» Problem description
Every entry in the data that follows should come back exactly, pictures aside.

○ ○ ○ ○ ○ ○ ○

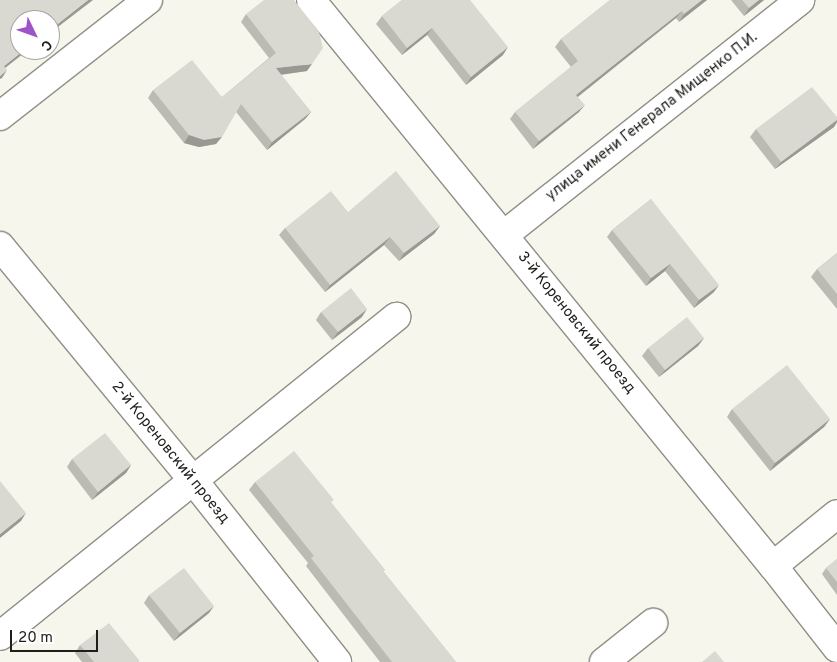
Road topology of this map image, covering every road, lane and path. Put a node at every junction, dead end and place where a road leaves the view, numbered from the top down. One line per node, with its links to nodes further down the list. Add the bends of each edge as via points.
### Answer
1 (148, 0): 4 (street)
2 (312, 0): 5 (street, 3-й Кореновский проезд)
3 (800, 0): 5 (street, улица имени Генерала Мищенко П.И.)
4 (0, 116)
5 (504, 234): 10 (street, 3-й Кореновский проезд)
6 (0, 246): 8 (street, 2-й Кореновский проезд)
7 (396, 317): 8 (street)
8 (193, 480): 12 (street); 14 (street, 2-й Кореновский проезд)
9 (837, 514): 10 (street)
10 (774, 566): 13 (street, 3-й Кореновский проезд)
11 (653, 623): 15 (street)
12 (0, 636)
13 (837, 648)
14 (337, 662)
15 (604, 662)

○ ○ ○ ○ ○ ○ ○

» Output of the task
Road topology of this map image, covering every road, lane and path. Put a node at every junction, dead end and place where a road leaves the view, numbered from the top down. One line per node, with its links to nodes further down the list. Add the bends of each edge as via points.
### Answer
1 (148, 0): 4 (street)
2 (312, 0): 5 (street, 3-й Кореновский проезд)
3 (800, 0): 5 (street, улица имени Генерала Мищенко П.И.)
4 (0, 116)
5 (504, 234): 10 (street, 3-й Кореновский проезд)
6 (0, 246): 8 (street, 2-й Кореновский проезд)
7 (396, 317): 8 (street)
8 (193, 480): 12 (street); 14 (street, 2-й Кореновский проезд)
9 (837, 514): 10 (street)
10 (774, 566): 13 (street, 3-й Кореновский проезд)
11 (653, 623): 15 (street)
12 (0, 636)
13 (837, 648)
14 (337, 662)
15 (604, 662)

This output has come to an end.